Publié le 6 décembre 2005 Lecture : 2 minutes.

Les douzièmes Journées théâtrales de Carthage (JTC), qui se sont déroulées du 24 novembre au 3 décembre à Tunis, ont bénéficié d’un beau décor, celui hérité du Sommet mondial sur la société de l’information (SMSI) : un centre-ville joliment éclairé, des rues propres et des artères refaites, des bus et des taxis arborant encore les enseignes de la rencontre onusienne. Mais la manifestation a démarré du mauvais pied, avec une ouverture médiocre, un programme inégal, un catalogue tardif et des débats ficelés à la hâte. Tous les risques ont été pris par l’homme de théâtre et directeur de cette session, Mohamed Driss : contrairement à la tradition, l’ouverture n’a pas été tunisienne, les paillettes ont été bannies, la compétition supprimée, les grands ténors de la scène locale absents et la volonté de faire une large place aux jeunes troupes excessive. De nobles risques certes, mais qui n’ont pas manqué de provoquer critiques ou déception.
En effet, malgré la programmation de la Côte d’Ivoire pour l’inauguration – avec Sogolon, de Were Were Liking -, les Subsahariens ont déploré la discrétion de leur région (2 pays sur 16 conviés), y voyant le peu d’intérêt que le Maghreb arabe leur porte. Les invités du Moyen-Orient ont dénoncé l’absence des pays du Golfe et la sur-représentation tunisienne. À l’exception des troupes syriennes et jordaniennes, les amoureux du quatrième art d’expression arabe sont restés sur leur faim.
Aux failles de cette édition, plusieurs explications : les JTC ont été différées à deux reprises pour cause de ramadan, puis de SMSI, lequel a réquisitionné toutes les énergies, les chantiers, ou les subventions. Certains analystes notent une sorte de démobilisation générale au profit du politique.
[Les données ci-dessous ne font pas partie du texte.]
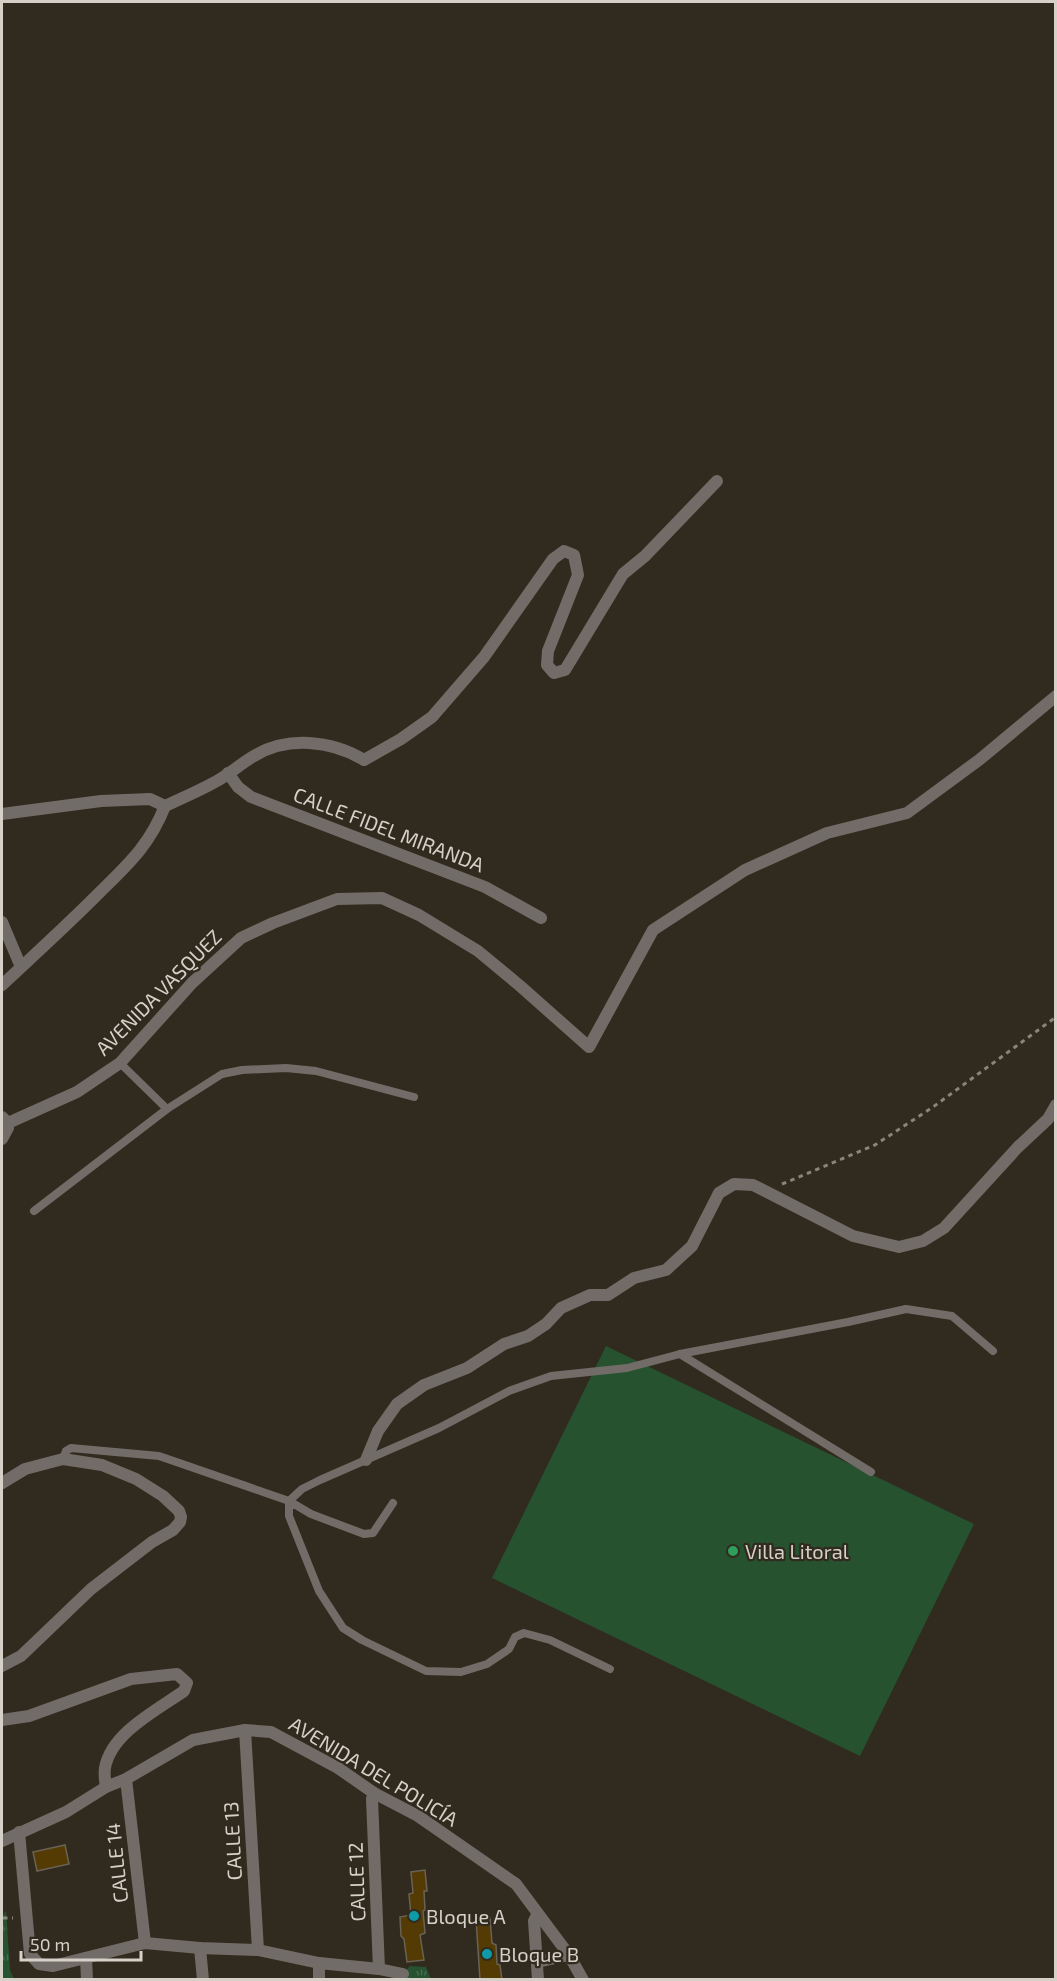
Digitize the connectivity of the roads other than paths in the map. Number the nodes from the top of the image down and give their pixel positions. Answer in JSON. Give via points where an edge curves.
{"nodes":[{"id":1,"x":717,"y":481,"type":"dead end"},
{"id":2,"x":1056,"y":696,"type":"edge"},
{"id":3,"x":228,"y":772,"type":"junction"},
{"id":4,"x":165,"y":806,"type":"junction"},
{"id":5,"x":2,"y":814,"type":"edge"},
{"id":6,"x":541,"y":918,"type":"dead end"},
{"id":7,"x":2,"y":922,"type":"edge"},
{"id":8,"x":21,"y":967,"type":"junction"},
{"id":9,"x":2,"y":985,"type":"edge"},
{"id":10,"x":120,"y":1063,"type":"junction"},
{"id":11,"x":414,"y":1097,"type":"dead end"},
{"id":12,"x":1056,"y":1105,"type":"edge"},
{"id":13,"x":167,"y":1109,"type":"junction"},
{"id":14,"x":5,"y":1120,"type":"edge"},
{"id":15,"x":2,"y":1139,"type":"edge"},
{"id":16,"x":34,"y":1211,"type":"dead end"},
{"id":17,"x":993,"y":1351,"type":"dead end"},
{"id":18,"x":680,"y":1354,"type":"junction"},
{"id":19,"x":63,"y":1459,"type":"junction"},
{"id":20,"x":366,"y":1460,"type":"junction"},
{"id":21,"x":871,"y":1472,"type":"dead end"},
{"id":22,"x":2,"y":1483,"type":"edge"},
{"id":23,"x":289,"y":1501,"type":"junction"},
{"id":24,"x":393,"y":1503,"type":"dead end"},
{"id":25,"x":2,"y":1666,"type":"edge"},
{"id":26,"x":610,"y":1669,"type":"dead end"},
{"id":27,"x":2,"y":1720,"type":"edge"},
{"id":28,"x":245,"y":1731,"type":"junction"},
{"id":29,"x":126,"y":1779,"type":"junction"},
{"id":30,"x":106,"y":1787,"type":"junction"},
{"id":31,"x":374,"y":1793,"type":"junction"},
{"id":32,"x":19,"y":1832,"type":"junction"},
{"id":33,"x":2,"y":1841,"type":"edge"},
{"id":34,"x":537,"y":1915,"type":"junction"},
{"id":35,"x":145,"y":1942,"type":"junction"},
{"id":36,"x":200,"y":1948,"type":"junction"},
{"id":37,"x":258,"y":1950,"type":"junction"},
{"id":38,"x":569,"y":1955,"type":"junction"},
{"id":39,"x":86,"y":1958,"type":"junction"},
{"id":40,"x":537,"y":1962,"type":"junction"},
{"id":41,"x":319,"y":1963,"type":"junction"},
{"id":42,"x":379,"y":1969,"type":"junction"},
{"id":43,"x":403,"y":1974,"type":"dead end"},
{"id":44,"x":87,"y":1980,"type":"edge"},
{"id":45,"x":202,"y":1980,"type":"edge"},
{"id":46,"x":319,"y":1980,"type":"edge"},
{"id":47,"x":538,"y":1980,"type":"edge"},
{"id":48,"x":583,"y":1980,"type":"edge"}],
"edges":[{"from":1,"to":3,"type":"street","via":[[623,574],[565,670],[554,673],[547,665],[548,651],[578,575],[574,555],[564,551],[553,559],[484,657],[432,717],[401,739],[364,760],[320,744],[275,746]]},
{"from":2,"to":10,"type":"street","name":"AVENIDA VASQUEZ","via":[[907,813],[827,833],[745,870],[653,930],[589,1047],[478,951],[419,915],[382,898],[337,899],[241,938],[192,983]]},
{"from":3,"to":4,"type":"street"},
{"from":3,"to":6,"type":"street","name":"CALLE FIDEL MIRANDA","via":[[238,787],[251,796],[485,887]]},
{"from":4,"to":5,"type":"street","via":[[140,799]]},
{"from":4,"to":8,"type":"street","via":[[141,851]]},
{"from":7,"to":8,"type":"street"},
{"from":8,"to":9,"type":"street"},
{"from":10,"to":13,"type":"lane"},
{"from":10,"to":14,"type":"street","name":"AVENIDA VASQUEZ","via":[[77,1092]]},
{"from":11,"to":13,"type":"lane","via":[[316,1071],[242,1070],[222,1074]]},
{"from":12,"to":20,"type":"street","via":[[1048,1119],[944,1228],[923,1241],[899,1247],[853,1236],[753,1185],[734,1184],[719,1193],[692,1246],[666,1270],[634,1278],[608,1295],[590,1295],[561,1308],[528,1336],[504,1344],[467,1368],[424,1384],[397,1404],[378,1431]]},
{"from":13,"to":16,"type":"lane"},
{"from":14,"to":15,"type":"street","via":[[8,1128]]},
{"from":17,"to":18,"type":"lane","via":[[952,1316],[906,1309]]},
{"from":18,"to":20,"type":"lane","via":[[627,1368],[551,1376],[508,1391],[439,1428]]},
{"from":18,"to":21,"type":"lane"},
{"from":19,"to":22,"type":"street","via":[[25,1469]]},
{"from":19,"to":23,"type":"lane","via":[[71,1448],[159,1456]]},
{"from":19,"to":25,"type":"street","via":[[102,1465],[136,1479],[179,1511],[180,1522],[91,1589],[21,1656]]},
{"from":20,"to":23,"type":"lane","via":[[302,1489]]},
{"from":23,"to":24,"type":"lane","via":[[311,1514],[364,1534],[373,1533]]},
{"from":23,"to":26,"type":"lane","via":[[289,1516],[318,1591],[344,1628],[395,1657],[426,1671],[461,1672],[487,1664],[524,1633],[550,1640]]},
{"from":27,"to":30,"type":"street","via":[[29,1716],[130,1679],[181,1676],[187,1683],[184,1691],[116,1743],[105,1768]]},
{"from":28,"to":29,"type":"street","name":"AVENIDA DEL POLICÍA","via":[[193,1740]]},
{"from":28,"to":31,"type":"street","name":"AVENIDA DEL POLICÍA","via":[[271,1732],[338,1768]]},
{"from":28,"to":37,"type":"street","name":"CALLE 13"},
{"from":29,"to":30,"type":"street","name":"AVENIDA DEL POLICÍA"},
{"from":29,"to":35,"type":"street","name":"CALLE 14"},
{"from":30,"to":32,"type":"street","name":"AVENIDA DEL POLICÍA","via":[[66,1812]]},
{"from":31,"to":34,"type":"street","name":"AVENIDA DEL POLICÍA","via":[[418,1816],[516,1884]]},
{"from":31,"to":42,"type":"street","name":"CALLE 12"},
{"from":32,"to":33,"type":"street","name":"AVENIDA DEL POLICÍA"},
{"from":32,"to":39,"type":"street","via":[[30,1954],[39,1964],[52,1966]]},
{"from":34,"to":38,"type":"street","name":"AVENIDA DEL POLICÍA"},
{"from":34,"to":40,"type":"street"},
{"from":35,"to":36,"type":"street"},
{"from":35,"to":39,"type":"street"},
{"from":36,"to":37,"type":"street"},
{"from":36,"to":45,"type":"street"},
{"from":37,"to":41,"type":"street"},
{"from":38,"to":40,"type":"street"},
{"from":38,"to":48,"type":"street","name":"AVENIDA DEL POLICÍA"},
{"from":39,"to":44,"type":"street"},
{"from":40,"to":47,"type":"street"},
{"from":41,"to":42,"type":"street"},
{"from":41,"to":46,"type":"street"},
{"from":42,"to":43,"type":"street"}]}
Les familiers des coulisses culturelles évoquent des rivalités entre anciens et nouveaux responsables des JTC. Enfin, les professionnels du secteur relèvent la situation générale d’un théâtre arabe et africain qui a perdu son dynamisme des années 1970 pour laisser place à quelques noms ou troupes autonomes : « Cette édition a sélectionné ce qu’il y a de meilleur dans une production théâtrale médiocre », résume le critique libanais Paul Chaoul.
Philosophe, un journaliste avance : « Pris séparément, chacun de vous concédera que les JTC sont une des plus anciennes et plus importantes plates-formes du théâtre arabe et africain, mais peu sera fait pour maintenir ce prestige. » Ce n’est pas l’avis de l’homme de théâtre et comédien Raouf Ben Amor, aux yeux de qui les temps sont durs pour l’art dans le monde arabe en général : « Toute la création est au point mort dans cette région, et c’est déjà beaucoup que les JTC existent encore. À quoi servent les paillettes, la fête, les fleurs et le chichi dans un contexte culturel arabe sinistré ? Ne cachons pas de vrais problèmes avec de fausses solutions. Les pays invités devraient dire merci à ce rendez-vous théâtral car il leur offre un espace de rencontre et l’occasion de déceler les causes de leur crise. »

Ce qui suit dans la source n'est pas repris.